We didn’t have to dumpster dive, because our community came together to support us.

The idea for this article was conceived in our office pantry (where else, really?) when we questioned how easy it really is to get free food in Singapore.

We decided to give it a try; we gave up our lunch money for a couple of days and hoped hard that we wouldn’t have to dumpster dive (editor’s note: the marketing team behind Giving.sg is quite squeamish). A lot was learnt about ourselves, and the community around us.

How to get free food from your colleagues

Our week started well. We had our annual staff retreat where lunch was catered, and we managed to scrounge leftovers in the pantry. But by Day 3, our luck had run out. We tried turning to Google to search for free food places, but guilt took over and we couldn’t bring ourselves to go there in the name of a social experiment. It got to 11.30AM, and we’d resigned ourselves to Milo and biscuits, our pantry staples.

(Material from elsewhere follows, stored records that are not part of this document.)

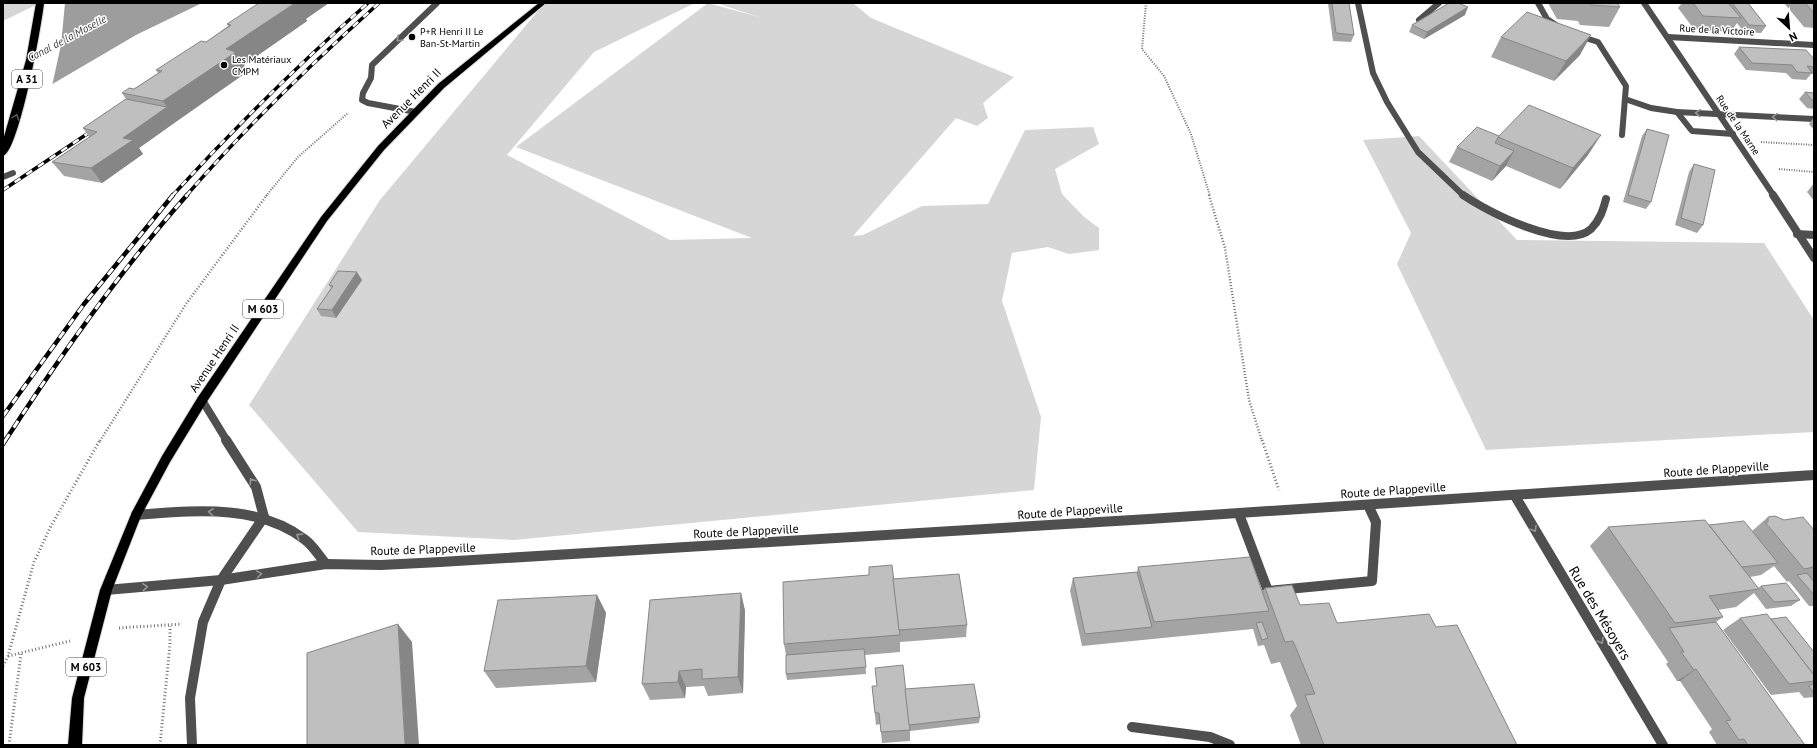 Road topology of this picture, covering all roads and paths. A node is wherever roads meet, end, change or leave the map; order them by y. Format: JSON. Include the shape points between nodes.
{"nodes":[{"id":1,"x":40,"y":3,"type":"edge"},
{"id":2,"x":437,"y":3,"type":"edge"},
{"id":3,"x":543,"y":3,"type":"edge"},
{"id":4,"x":1146,"y":3,"type":"edge"},
{"id":5,"x":1358,"y":3,"type":"edge"},
{"id":6,"x":1439,"y":3,"type":"edge"},
{"id":7,"x":1538,"y":3,"type":"edge"},
{"id":8,"x":1644,"y":3,"type":"edge"},
{"id":9,"x":1419,"y":20,"type":"edge"},
{"id":10,"x":1668,"y":37,"type":"junction"},
{"id":11,"x":1814,"y":45,"type":"edge"},
{"id":12,"x":1626,"y":99,"type":"junction"},
{"id":13,"x":362,"y":100,"type":"junction"},
{"id":14,"x":416,"y":112,"type":"junction"},
{"id":15,"x":1677,"y":112,"type":"junction"},
{"id":16,"x":1719,"y":114,"type":"junction"},
{"id":17,"x":1814,"y":119,"type":"edge"},
{"id":18,"x":1733,"y":134,"type":"junction"},
{"id":19,"x":1622,"y":135,"type":"dead end"},
{"id":20,"x":1738,"y":142,"type":"junction"},
{"id":21,"x":1814,"y":145,"type":"edge"},
{"id":22,"x":3,"y":153,"type":"edge"},
{"id":23,"x":1755,"y":168,"type":"junction"},
{"id":24,"x":1814,"y":172,"type":"edge"},
{"id":25,"x":13,"y":173,"type":"dead end"},
{"id":26,"x":3,"y":177,"type":"edge"},
{"id":27,"x":1606,"y":199,"type":"dead end"},
{"id":28,"x":1797,"y":234,"type":"junction"},
{"id":29,"x":1814,"y":235,"type":"edge"},
{"id":30,"x":1814,"y":258,"type":"edge"},
{"id":31,"x":202,"y":400,"type":"junction"},
{"id":32,"x":1814,"y":475,"type":"edge"},
{"id":33,"x":1515,"y":496,"type":"junction"},
{"id":34,"x":1368,"y":505,"type":"junction"},
{"id":35,"x":1288,"y":510,"type":"junction"},
{"id":36,"x":1239,"y":514,"type":"junction"},
{"id":37,"x":136,"y":515,"type":"junction"},
{"id":38,"x":264,"y":517,"type":"junction"},
{"id":39,"x":326,"y":564,"type":"junction"},
{"id":40,"x":221,"y":580,"type":"junction"},
{"id":41,"x":106,"y":590,"type":"junction"},
{"id":42,"x":170,"y":626,"type":"dead end"},
{"id":43,"x":8,"y":656,"type":"junction"},
{"id":44,"x":3,"y":666,"type":"edge"},
{"id":45,"x":1132,"y":727,"type":"dead end"},
{"id":46,"x":8,"y":745,"type":"edge"},
{"id":47,"x":75,"y":745,"type":"edge"},
{"id":48,"x":160,"y":745,"type":"edge"},
{"id":49,"x":192,"y":745,"type":"edge"},
{"id":50,"x":1230,"y":745,"type":"edge"},
{"id":51,"x":1663,"y":745,"type":"edge"}],
"edges":[{"from":22,"to":1,"type":"highway","number":"A 31","one_way":true,"via":[[21,104],[37,36]]},
{"from":2,"to":13,"type":"street","one_way":true,"via":[[372,65],[371,77],[362,93]]},
{"from":3,"to":14,"type":"main road","name":"Avenue Henri II","number":"M 603","via":[[447,81]]},
{"from":4,"to":35,"type":"path","via":[[1142,49],[1164,76],[1191,134],[1225,248],[1250,400],[1272,474]]},
{"from":5,"to":27,"type":"street","via":[[1373,73],[1387,102],[1418,152],[1464,196],[1506,219],[1543,234],[1569,237],[1590,230],[1600,219]]},
{"from":6,"to":9,"type":"street"},
{"from":7,"to":12,"type":"street","via":[[1547,19],[1566,30],[1598,42],[1626,86]]},
{"from":8,"to":10,"type":"street","name":"Rue de la Marne"},
{"from":10,"to":11,"type":"street","name":"Rue de la Victoire"},
{"from":10,"to":16,"type":"street","name":"Rue de la Marne"},
{"from":12,"to":15,"type":"street","via":[[1651,108]]},
{"from":12,"to":19,"type":"street"},
{"from":13,"to":14,"type":"street"},
{"from":13,"to":43,"type":"path","via":[[298,157],[251,215],[186,304],[115,415],[51,526],[34,562]]},
{"from":14,"to":31,"type":"main road","name":"Avenue Henri II","number":"M 603","via":[[381,148],[324,219]]},
{"from":16,"to":15,"type":"street","one_way":true},
{"from":15,"to":18,"type":"street","via":[[1692,131]]},
{"from":17,"to":16,"type":"street","one_way":true},
{"from":16,"to":18,"type":"street","name":"Rue de la Marne"},
{"from":18,"to":20,"type":"street","name":"Rue de la Marne"},
{"from":20,"to":21,"type":"path"},
{"from":20,"to":23,"type":"street","name":"Rue de la Marne"},
{"from":23,"to":24,"type":"path"},
{"from":23,"to":28,"type":"street","name":"Rue de la Marne"},
{"from":25,"to":26,"type":"street"},
{"from":28,"to":29,"type":"street"},
{"from":28,"to":30,"type":"street","name":"Rue de la Marne"},
{"from":31,"to":37,"type":"main road","name":"Avenue Henri II","number":"M 603"},
{"from":38,"to":31,"type":"street","one_way":true,"via":[[256,487]]},
{"from":32,"to":33,"type":"street","name":"Route de Plappeville"},
{"from":33,"to":34,"type":"street","name":"Route de Plappeville"},
{"from":33,"to":51,"type":"street","name":"Rue des Mésoyers","one_way":true},
{"from":34,"to":35,"type":"street","name":"Route de Plappeville"},
{"from":34,"to":36,"type":"street","via":[[1376,522],[1372,581],[1268,591]]},
{"from":35,"to":36,"type":"street","name":"Route de Plappeville"},
{"from":36,"to":39,"type":"street","name":"Route de Plappeville","via":[[440,562]]},
{"from":38,"to":37,"type":"street","one_way":true,"via":[[208,511]]},
{"from":37,"to":41,"type":"main road","name":"Avenue Henri II","number":"M 603"},
{"from":39,"to":38,"type":"street","one_way":true,"via":[[304,539],[283,525]]},
{"from":38,"to":40,"type":"street"},
{"from":40,"to":39,"type":"street","name":"Route de Plappeville","one_way":true},
{"from":41,"to":40,"type":"street","name":"Route de Plappeville","one_way":true},
{"from":40,"to":49,"type":"street","via":[[203,622],[190,698]]},
{"from":41,"to":47,"type":"main road","name":"Avenue Henri II","number":"M 603","via":[[78,698]]},
{"from":42,"to":48,"type":"path"},
{"from":43,"to":44,"type":"path"},
{"from":43,"to":46,"type":"path","via":[[21,654]]},
{"from":45,"to":50,"type":"street","via":[[1210,737]]}]}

But help came in the form of a wonderful colleague. Somehow, word had gotten around that we were doing this experiment, and she’d deliberately saved us leftovers from a team lunch. It was just some pieces of fried chicken between the two of us, hardly the most nutritious meal, but the thought behind it kept our hearts and stomachs full.


Photo credit: Daniel Food Diary

That week, we were surprised by the different ways in which help came in. Colleagues would leave snacks on our desk, offer us a bite of their da-baoed lunches, or give us tips on how/where to get food. In a way, our little work community rallied together to make sure that we didn’t go hungry.

How does this translate to the larger community?

How do we rally together to give help to those who need it, we wondered. Does the kampung spirit really exist?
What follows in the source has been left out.